▶ _Task description_:
Among the entries below, one line contains "419, 15, 13), SkSamplingOptions());" and another contains "485, 432, f1, paint);". Transcribe those two lines and every line between them, exactly.

-- Supplied records follows --

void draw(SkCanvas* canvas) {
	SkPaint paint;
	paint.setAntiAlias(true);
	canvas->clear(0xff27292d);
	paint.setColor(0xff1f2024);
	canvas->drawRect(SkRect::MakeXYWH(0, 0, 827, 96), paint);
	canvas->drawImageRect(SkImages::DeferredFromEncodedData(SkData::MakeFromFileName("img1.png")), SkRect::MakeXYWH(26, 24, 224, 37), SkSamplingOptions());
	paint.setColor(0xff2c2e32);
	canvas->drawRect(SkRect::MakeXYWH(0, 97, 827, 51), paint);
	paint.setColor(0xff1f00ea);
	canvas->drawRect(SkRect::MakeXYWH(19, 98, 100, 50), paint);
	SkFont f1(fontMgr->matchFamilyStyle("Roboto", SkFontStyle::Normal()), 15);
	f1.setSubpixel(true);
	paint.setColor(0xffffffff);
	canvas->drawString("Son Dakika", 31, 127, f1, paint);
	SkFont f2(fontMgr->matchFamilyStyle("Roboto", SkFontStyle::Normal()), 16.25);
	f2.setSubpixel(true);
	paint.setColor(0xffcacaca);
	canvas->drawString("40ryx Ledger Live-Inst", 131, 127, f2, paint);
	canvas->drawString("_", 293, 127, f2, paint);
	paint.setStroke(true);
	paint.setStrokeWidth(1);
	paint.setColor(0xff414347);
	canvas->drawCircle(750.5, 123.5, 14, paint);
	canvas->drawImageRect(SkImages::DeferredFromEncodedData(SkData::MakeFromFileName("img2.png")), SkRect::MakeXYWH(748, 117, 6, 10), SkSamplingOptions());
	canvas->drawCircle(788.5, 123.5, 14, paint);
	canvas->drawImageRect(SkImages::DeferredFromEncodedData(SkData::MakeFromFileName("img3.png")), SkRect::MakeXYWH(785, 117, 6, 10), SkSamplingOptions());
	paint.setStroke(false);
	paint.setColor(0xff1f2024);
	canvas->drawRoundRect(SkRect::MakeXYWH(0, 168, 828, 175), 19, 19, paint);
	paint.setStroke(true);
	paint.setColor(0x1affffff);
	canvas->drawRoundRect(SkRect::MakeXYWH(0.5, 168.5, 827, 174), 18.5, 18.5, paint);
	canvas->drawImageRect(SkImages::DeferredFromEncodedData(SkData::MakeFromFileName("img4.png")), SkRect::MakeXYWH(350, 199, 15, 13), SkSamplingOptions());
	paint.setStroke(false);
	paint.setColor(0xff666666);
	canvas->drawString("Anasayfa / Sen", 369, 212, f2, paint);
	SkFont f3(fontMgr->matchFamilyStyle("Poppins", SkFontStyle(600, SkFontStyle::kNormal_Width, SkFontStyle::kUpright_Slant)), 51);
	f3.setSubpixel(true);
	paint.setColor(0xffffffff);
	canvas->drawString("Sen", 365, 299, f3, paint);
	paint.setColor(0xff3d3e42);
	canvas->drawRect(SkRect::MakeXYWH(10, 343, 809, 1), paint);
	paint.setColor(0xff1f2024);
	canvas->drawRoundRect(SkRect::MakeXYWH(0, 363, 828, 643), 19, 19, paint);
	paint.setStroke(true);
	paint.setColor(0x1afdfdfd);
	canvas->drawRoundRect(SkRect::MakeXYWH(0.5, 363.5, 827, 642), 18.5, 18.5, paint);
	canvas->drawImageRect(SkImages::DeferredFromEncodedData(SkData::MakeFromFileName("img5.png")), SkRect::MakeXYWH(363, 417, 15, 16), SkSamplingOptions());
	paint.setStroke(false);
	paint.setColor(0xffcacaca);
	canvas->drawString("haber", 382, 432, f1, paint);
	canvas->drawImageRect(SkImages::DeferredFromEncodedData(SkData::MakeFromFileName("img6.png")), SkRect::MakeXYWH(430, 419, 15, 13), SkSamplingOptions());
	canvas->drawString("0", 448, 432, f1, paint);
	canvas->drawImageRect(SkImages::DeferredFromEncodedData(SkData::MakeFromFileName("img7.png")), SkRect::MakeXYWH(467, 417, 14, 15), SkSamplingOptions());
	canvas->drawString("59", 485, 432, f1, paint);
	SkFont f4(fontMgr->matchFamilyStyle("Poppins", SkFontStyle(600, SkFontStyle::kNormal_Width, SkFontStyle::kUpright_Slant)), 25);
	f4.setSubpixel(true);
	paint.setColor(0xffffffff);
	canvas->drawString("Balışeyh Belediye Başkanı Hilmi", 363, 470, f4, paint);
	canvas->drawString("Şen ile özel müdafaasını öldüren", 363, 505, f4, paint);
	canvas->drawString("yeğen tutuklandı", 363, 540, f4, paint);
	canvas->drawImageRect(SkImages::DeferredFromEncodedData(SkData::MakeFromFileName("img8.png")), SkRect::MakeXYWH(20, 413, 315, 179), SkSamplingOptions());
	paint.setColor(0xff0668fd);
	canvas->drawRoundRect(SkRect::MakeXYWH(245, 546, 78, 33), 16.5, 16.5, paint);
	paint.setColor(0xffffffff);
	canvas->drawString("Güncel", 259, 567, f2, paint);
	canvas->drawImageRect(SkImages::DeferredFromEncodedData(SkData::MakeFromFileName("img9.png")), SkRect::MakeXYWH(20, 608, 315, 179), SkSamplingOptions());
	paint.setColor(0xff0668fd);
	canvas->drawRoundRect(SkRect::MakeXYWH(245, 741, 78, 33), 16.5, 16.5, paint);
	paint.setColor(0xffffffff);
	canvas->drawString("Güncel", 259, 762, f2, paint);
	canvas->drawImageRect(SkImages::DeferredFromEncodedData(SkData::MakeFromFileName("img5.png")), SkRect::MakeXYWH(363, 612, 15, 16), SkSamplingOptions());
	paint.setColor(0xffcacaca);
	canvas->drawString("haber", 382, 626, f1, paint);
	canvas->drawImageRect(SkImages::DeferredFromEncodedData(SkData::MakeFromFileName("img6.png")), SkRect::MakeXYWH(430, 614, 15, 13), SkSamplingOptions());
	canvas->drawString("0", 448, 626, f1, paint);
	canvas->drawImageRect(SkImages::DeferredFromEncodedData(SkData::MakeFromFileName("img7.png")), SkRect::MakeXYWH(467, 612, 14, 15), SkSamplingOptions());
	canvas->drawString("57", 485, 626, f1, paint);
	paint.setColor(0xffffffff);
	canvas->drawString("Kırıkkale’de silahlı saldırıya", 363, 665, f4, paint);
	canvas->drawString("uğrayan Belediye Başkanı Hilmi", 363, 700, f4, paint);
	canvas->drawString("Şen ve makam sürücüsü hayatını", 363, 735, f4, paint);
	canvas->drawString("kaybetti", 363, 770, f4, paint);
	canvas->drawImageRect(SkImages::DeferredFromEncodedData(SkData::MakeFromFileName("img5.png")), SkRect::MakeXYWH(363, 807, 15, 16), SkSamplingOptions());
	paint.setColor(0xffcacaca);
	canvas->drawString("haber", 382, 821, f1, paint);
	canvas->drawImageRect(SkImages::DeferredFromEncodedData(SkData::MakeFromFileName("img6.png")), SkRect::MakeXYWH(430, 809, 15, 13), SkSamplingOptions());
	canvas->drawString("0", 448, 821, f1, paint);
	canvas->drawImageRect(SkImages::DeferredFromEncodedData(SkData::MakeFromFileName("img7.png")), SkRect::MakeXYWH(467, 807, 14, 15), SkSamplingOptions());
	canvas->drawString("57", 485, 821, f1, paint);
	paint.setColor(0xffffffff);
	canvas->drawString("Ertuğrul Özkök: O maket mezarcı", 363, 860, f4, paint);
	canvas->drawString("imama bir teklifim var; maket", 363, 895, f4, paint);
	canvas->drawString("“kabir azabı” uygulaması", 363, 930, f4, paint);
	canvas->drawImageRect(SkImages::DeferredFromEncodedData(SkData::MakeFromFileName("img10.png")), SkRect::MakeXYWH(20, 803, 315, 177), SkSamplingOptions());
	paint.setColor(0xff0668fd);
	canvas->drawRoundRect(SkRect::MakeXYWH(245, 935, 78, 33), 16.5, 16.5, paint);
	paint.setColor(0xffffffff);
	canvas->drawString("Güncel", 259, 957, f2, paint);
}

-- Supplied records concluded --

▶ _Your solution_:
	canvas->drawImageRect(SkImages::DeferredFromEncodedData(SkData::MakeFromFileName("img6.png")), SkRect::MakeXYWH(430, 419, 15, 13), SkSamplingOptions());
	canvas->drawString("0", 448, 432, f1, paint);
	canvas->drawImageRect(SkImages::DeferredFromEncodedData(SkData::MakeFromFileName("img7.png")), SkRect::MakeXYWH(467, 417, 14, 15), SkSamplingOptions());
	canvas->drawString("59", 485, 432, f1, paint);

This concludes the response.